C'est donc à une véritable faillite du système des AOC que nous assistons, mettant en cause l'ensemble des acteurs censés le faire vivre. Qu'il s'agisse des producteurs, des syndicats de défense, de l'INAO, du négoce ou de la distribution, aucun n'a su garantir pour ces vins le niveau d'exigence défini par le baron Le Roy de Boiseaumarié et le sénateur Joseph Capus, fondateurs des AOC, pour lesquels la notion d'appellation d'origine était liée à «l'originalité, l'authenticité et la qualité».

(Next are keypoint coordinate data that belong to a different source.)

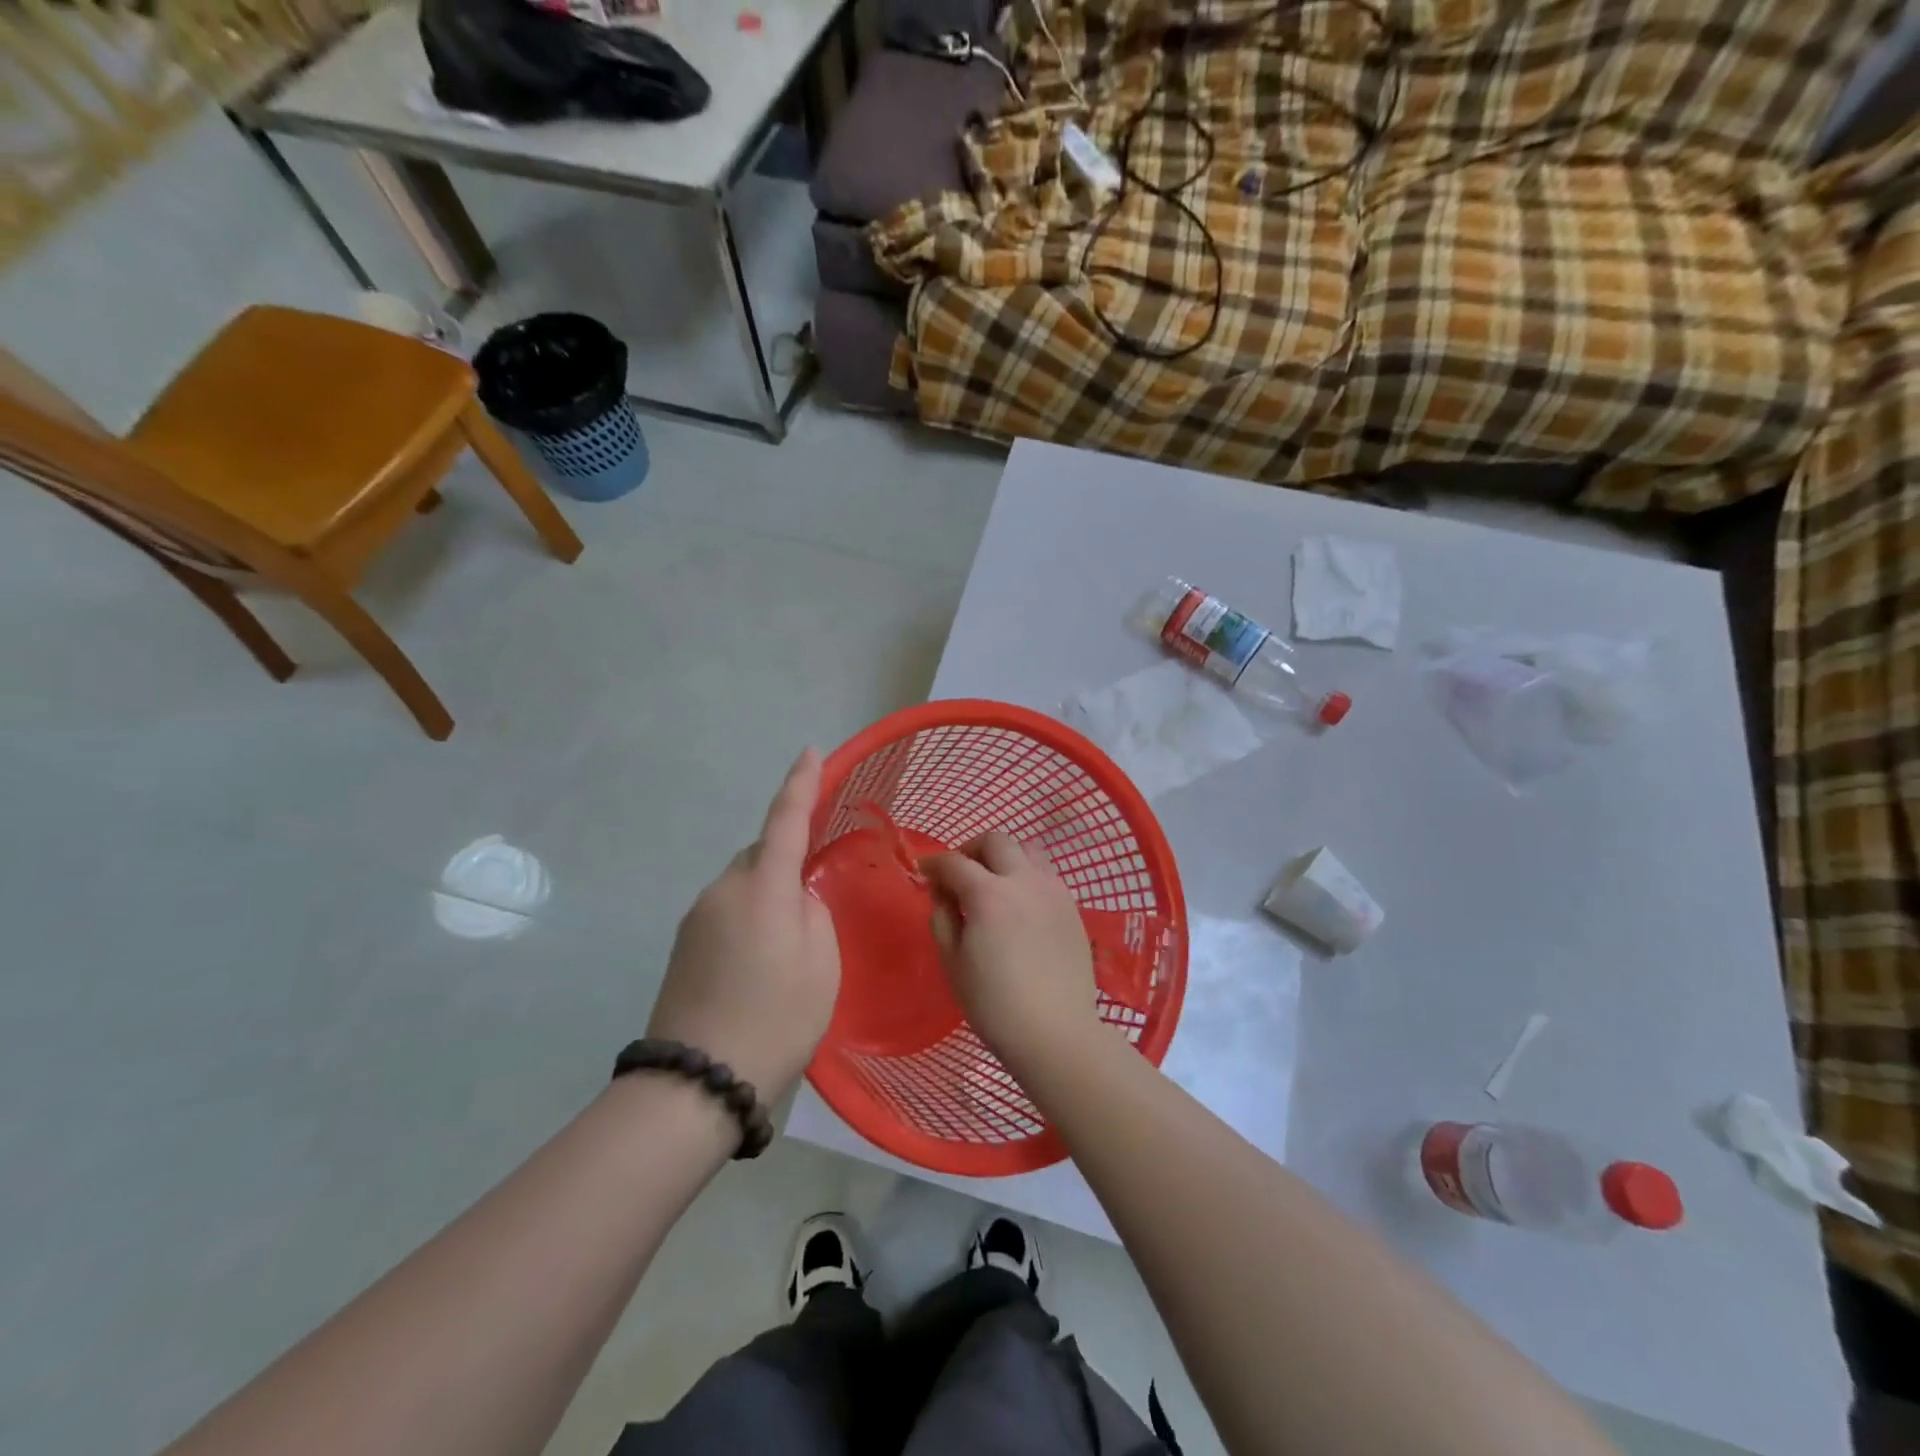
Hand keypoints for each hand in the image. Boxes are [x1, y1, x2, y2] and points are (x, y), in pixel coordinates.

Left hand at [647, 749, 840, 1101]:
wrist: (697, 1083)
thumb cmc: (776, 1019)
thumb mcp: (821, 965)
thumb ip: (814, 914)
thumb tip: (795, 899)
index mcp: (762, 886)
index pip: (785, 819)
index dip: (800, 783)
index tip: (810, 751)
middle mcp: (722, 889)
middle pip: (760, 854)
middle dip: (786, 859)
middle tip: (813, 899)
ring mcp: (697, 917)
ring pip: (743, 884)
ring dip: (768, 895)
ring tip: (790, 945)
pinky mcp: (683, 944)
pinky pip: (727, 910)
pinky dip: (750, 918)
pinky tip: (761, 962)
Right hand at [921, 832, 1101, 1077]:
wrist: (1055, 1032)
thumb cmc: (994, 1004)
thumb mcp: (953, 962)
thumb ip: (943, 918)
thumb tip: (943, 894)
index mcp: (989, 894)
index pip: (955, 862)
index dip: (935, 863)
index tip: (925, 872)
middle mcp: (1024, 881)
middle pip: (996, 841)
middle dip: (971, 849)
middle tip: (960, 874)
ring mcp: (1054, 891)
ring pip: (1028, 849)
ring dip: (1005, 857)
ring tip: (994, 884)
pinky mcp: (1072, 907)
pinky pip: (1046, 874)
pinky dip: (1027, 876)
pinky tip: (1020, 905)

IV- Les propositions d ela profession pour sauver les AOC

A - Les enseignements des deux vignobles exemplaires

De toute évidence, la grande famille des AOC n'a pas le vent en poupe et vit aujourd'hui une réforme de fond (recherches sur la segmentation, réécriture des cahiers des charges, refonte de l'agrément ...) qui voit son image et ses caractéristiques remises en cause.

Pourtant, dans ce contexte perturbé, certains vignobles font encore le choix de l'AOC dans ce qu'il y a de plus noble et de plus porteur. On peut prendre pour exemple, les itinéraires parallèles de deux AOC considérées comme exemplaires au regard de la notion originelle et exigeante de l'AOC : Pic Saint Loup en Languedoc et Beaumes de Venise dans les côtes du Rhône.

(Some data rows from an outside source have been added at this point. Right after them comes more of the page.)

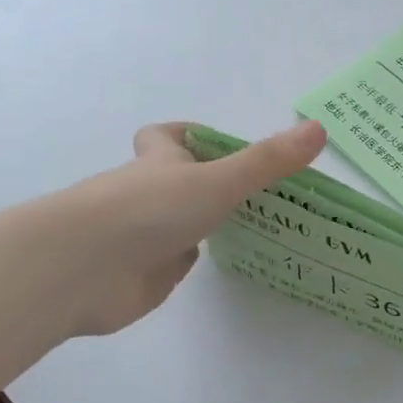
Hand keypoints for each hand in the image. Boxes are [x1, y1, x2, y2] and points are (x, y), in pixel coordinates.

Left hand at [56, 119, 325, 336]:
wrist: (82, 270)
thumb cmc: (148, 210)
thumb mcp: (217, 180)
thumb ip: (268, 162)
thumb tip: (321, 129)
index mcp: (161, 162)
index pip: (168, 136)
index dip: (191, 135)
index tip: (224, 145)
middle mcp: (151, 193)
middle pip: (179, 180)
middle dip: (212, 182)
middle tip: (267, 191)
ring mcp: (146, 234)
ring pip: (182, 222)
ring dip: (209, 223)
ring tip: (264, 226)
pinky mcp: (145, 273)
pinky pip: (176, 261)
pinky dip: (198, 261)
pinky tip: (232, 263)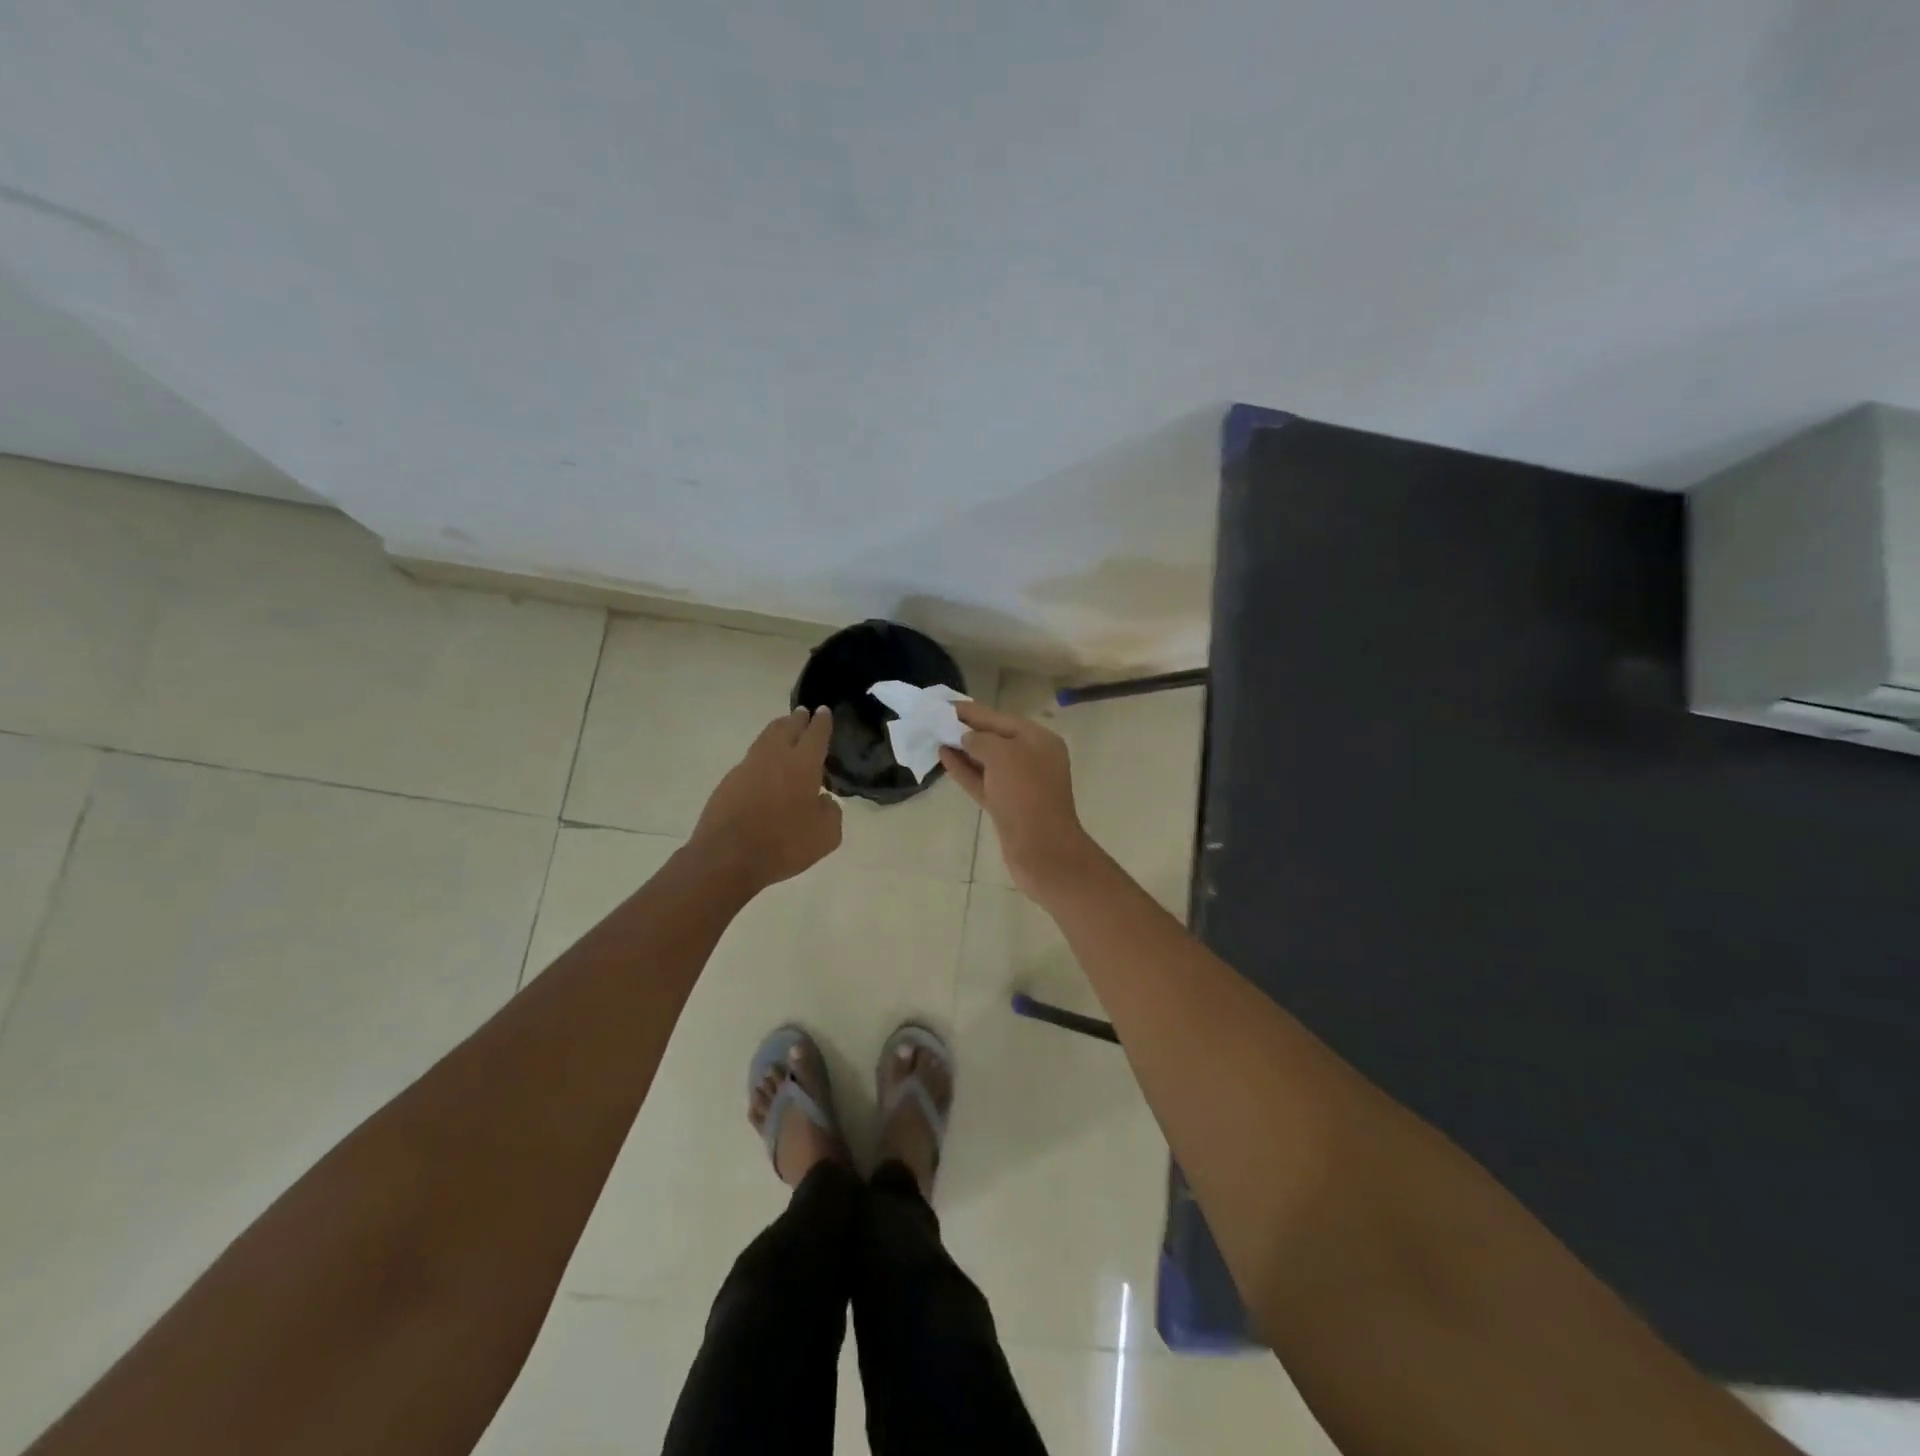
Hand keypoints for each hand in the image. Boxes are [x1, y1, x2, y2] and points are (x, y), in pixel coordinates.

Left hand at [691, 707, 842, 890]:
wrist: (728, 857)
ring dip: (777, 730)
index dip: (822, 722)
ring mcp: (748, 767)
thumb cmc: (784, 844)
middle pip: (787, 728)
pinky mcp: (729, 781)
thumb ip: (831, 812)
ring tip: (783, 728)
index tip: (823, 711)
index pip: (816, 734)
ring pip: (765, 739)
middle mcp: (775, 757)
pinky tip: (764, 766)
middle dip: (797, 719)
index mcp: (803, 764)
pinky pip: (751, 760)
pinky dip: (762, 755)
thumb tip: (823, 800)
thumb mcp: (826, 835)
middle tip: (803, 712)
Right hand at [939, 701, 1099, 900]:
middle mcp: (1032, 758)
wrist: (1041, 850)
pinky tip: (944, 759)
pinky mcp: (1007, 806)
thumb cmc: (1025, 795)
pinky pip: (983, 781)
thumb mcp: (1003, 755)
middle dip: (966, 730)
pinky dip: (965, 770)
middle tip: (935, 721)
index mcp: (1039, 739)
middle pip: (994, 738)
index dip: (971, 711)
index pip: (1000, 718)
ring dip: (962, 750)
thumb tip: (967, 740)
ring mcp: (1020, 784)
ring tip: (935, 738)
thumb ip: (981, 740)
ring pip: (986, 761)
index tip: (944, 705)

- Pic Saint Loup : Actuellement, les vins du Pic Saint Loup font encore partie de la grande famille des vins des «Coteaux du Languedoc», bien que depuis longtemps, les vignerons souhaitent communiquer sur une nouvelle dénomination à leurs yeux plus porteuse et distinguant mieux leur production : AOC « Pic Saint Loup ». Dans cette perspective, ils ont déposé en 2005 auprès de l'INAO une demande pour faire reconnaître leur terroir spécifique. Le dossier est depuis en cours de finalisation, sa validation ne relevant plus que des procédures administratives.

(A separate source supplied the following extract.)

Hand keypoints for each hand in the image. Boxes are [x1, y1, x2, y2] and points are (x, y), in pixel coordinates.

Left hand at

- L'AOC Beaumes de Venise,> située dans le Vaucluse est depuis longtemps renommée pour son fameux Muscat déjà classé en Cru. C'est justement en se basant sur cette légitimité et ce succès que les vignerons ont engagés la démarche de cru pour leur production de vins rouges jusque là en appellation Côte du Rhône Villages. Cette consécration a été reconnue par l'INAO en 2005, leur permettant ainsi de rejoindre le club très fermé des Crus des Côtes du Rhône (Châteauneuf du pape, Gigondas, Côte Rôtie, Condrieu...) Cette démarche a été récompensée par une réussite commerciale en France mais surtout à l'export, avec des niveaux de prix bien supérieurs aux simples AOC. Comme l'indique Pierre Rougon « Ici, nous vendons bien notre production. Toute la production de la cave est vendue conditionnée en bouteilles et les vignerons balméens n'ont jamais distillé un seul litre ! »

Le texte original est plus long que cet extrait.